Signé par Valentin Gabriac (Grenoble), Enzo Billon (Échirolles) et Alexandre Lacroix (Saint-Martin-d’Hères), le texte établit un lien entre ce drame et le climat politique local. Les auteurs affirment que, dans la métropole grenobloise, “l’extrême gauche radicale met une atmosphère nauséabonde dans le débat public” et évoquent des “manifestations violentes” visant des réunions publiques et des candidats, comme ce fut le cas vendredi pour le premier cité.

“Un point de rupture”

Les candidats lepénistes qualifient la mort de Quentin d’“acte ignoble” qui doit constituer “un point de rupture dans l’histoire politique française”. Selon eux, “quand la politique devient une ‘chasse à l’ennemi’, quand l’adversaire est traité comme une cible, on sort du débat démocratique et on bascule dans le fanatisme”.
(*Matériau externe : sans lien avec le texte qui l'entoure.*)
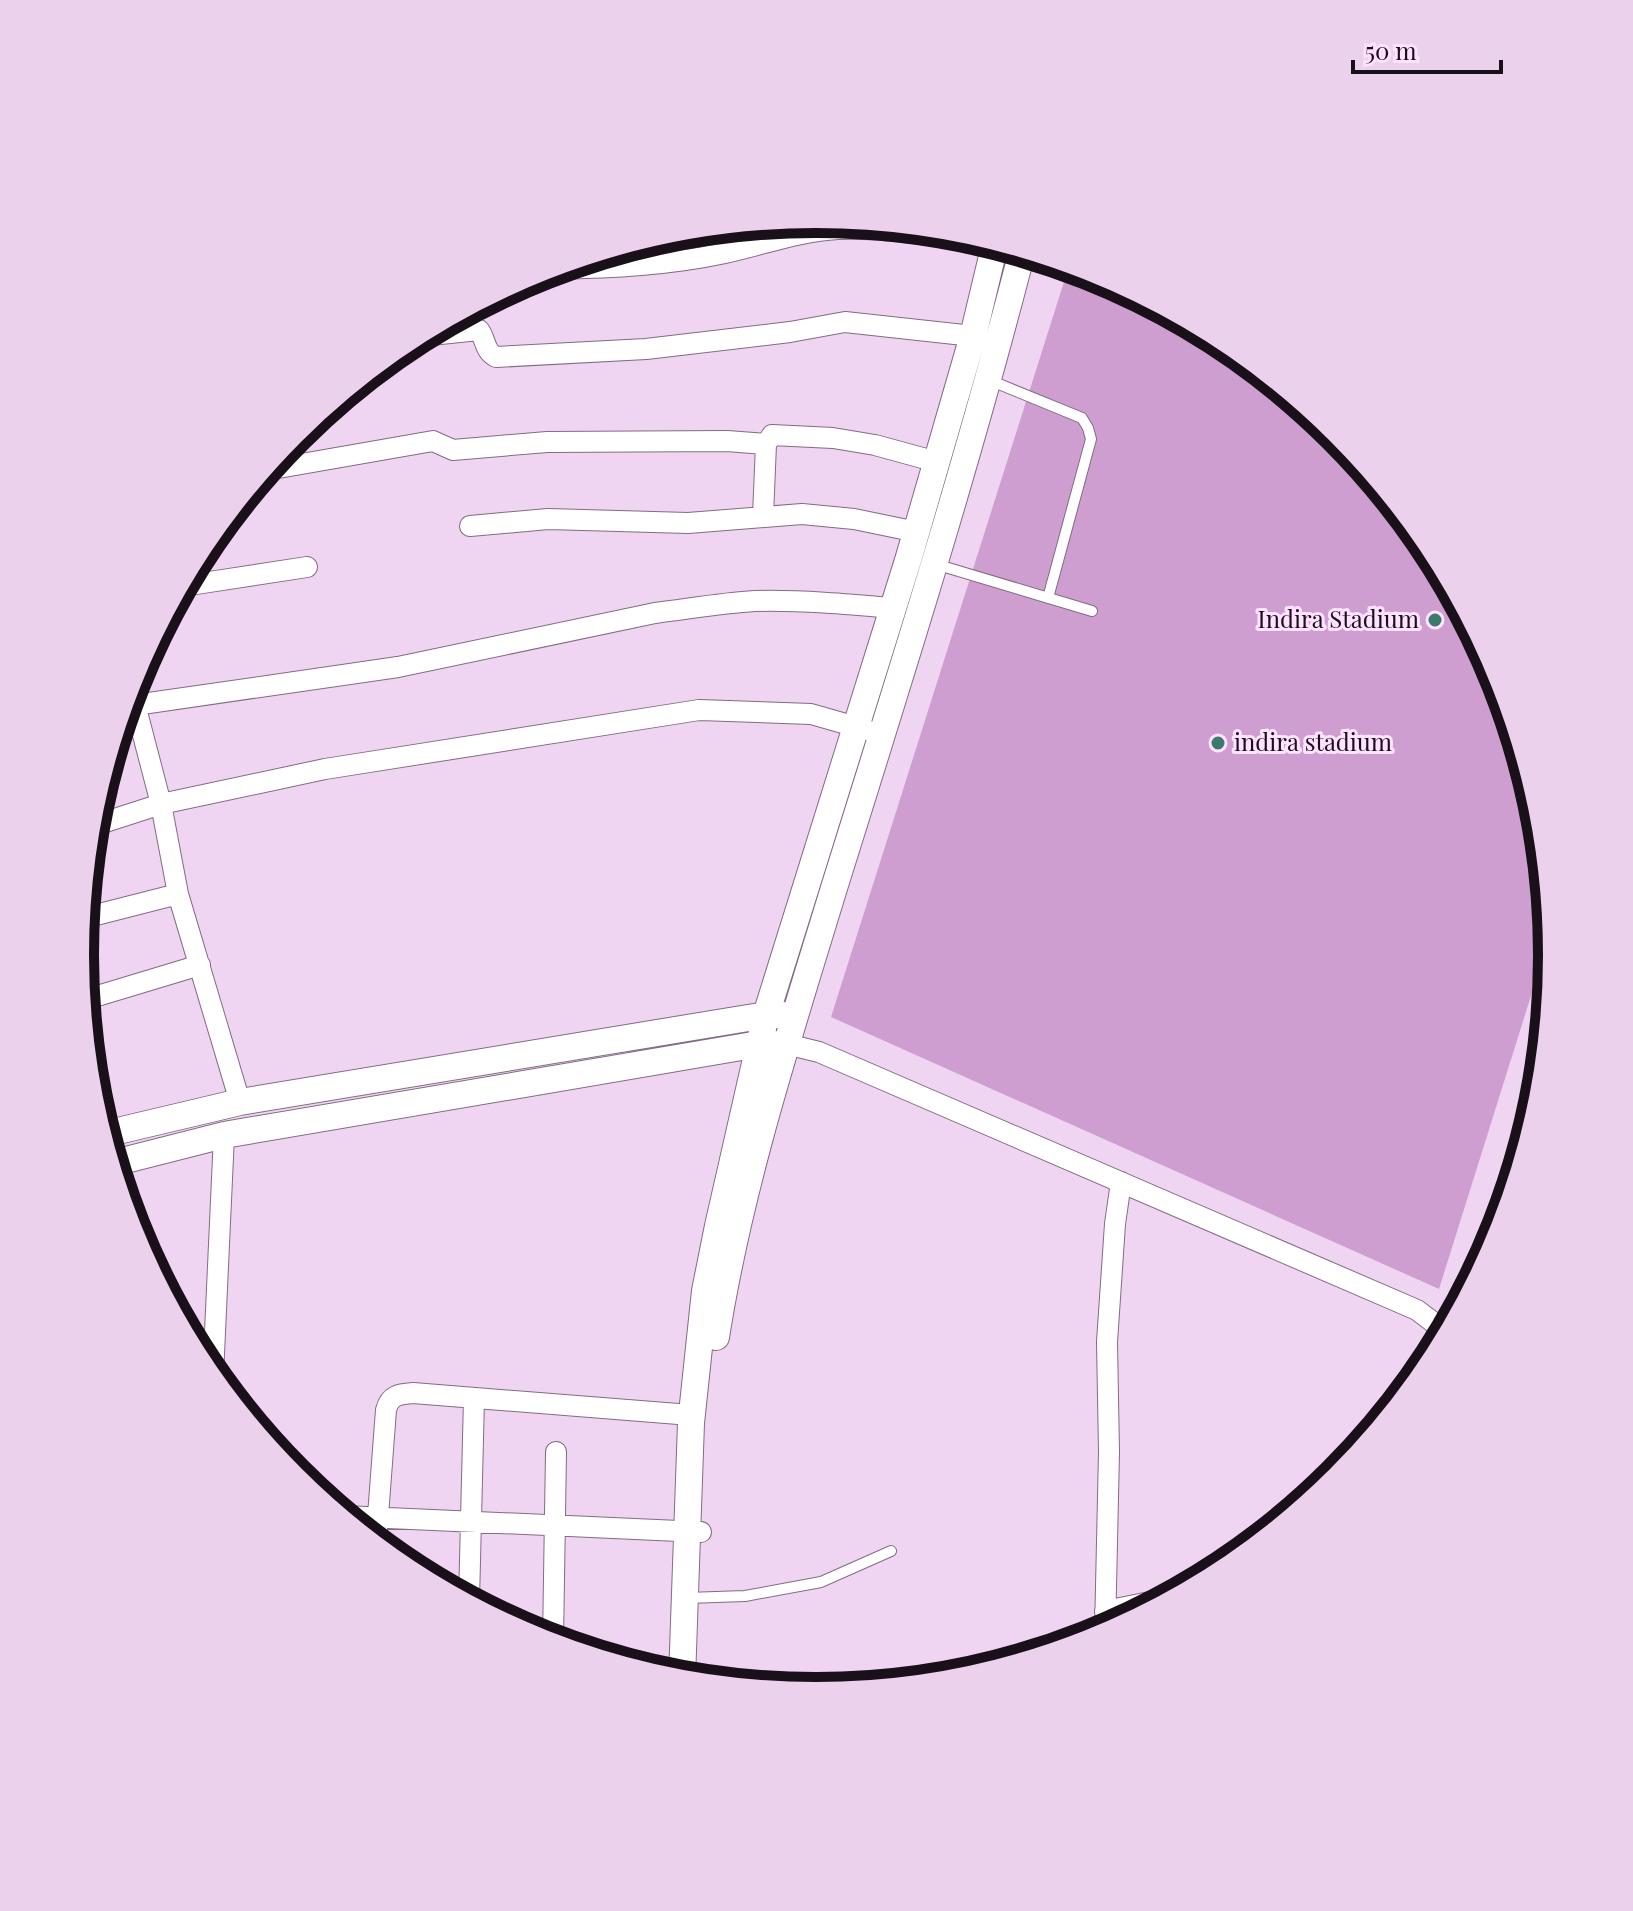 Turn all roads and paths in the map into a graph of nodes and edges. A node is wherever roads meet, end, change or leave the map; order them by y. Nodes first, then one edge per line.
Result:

Ils assurent que des militants de plusieurs formations politiques – y compris Les Républicains, Renaissance ou Horizons – seraient également victimes de pressions ou de violences dans l’agglomération grenobloise.

Dans leur communiqué, les signataires appellent La France insoumise et “l’ensemble des forces d’extrême gauche radicale” à un “examen de conscience”, et demandent aux partis de gauche traditionnelle (PS, PCF, EELV) de “marquer une rupture totale et définitive avec LFI”.

Ils concluent en affirmant que “la liberté politique et d’opinion n’est pas négociable” et en appelant à “ramener de la tolérance, de la démocratie et lutter contre tous les fanatismes”.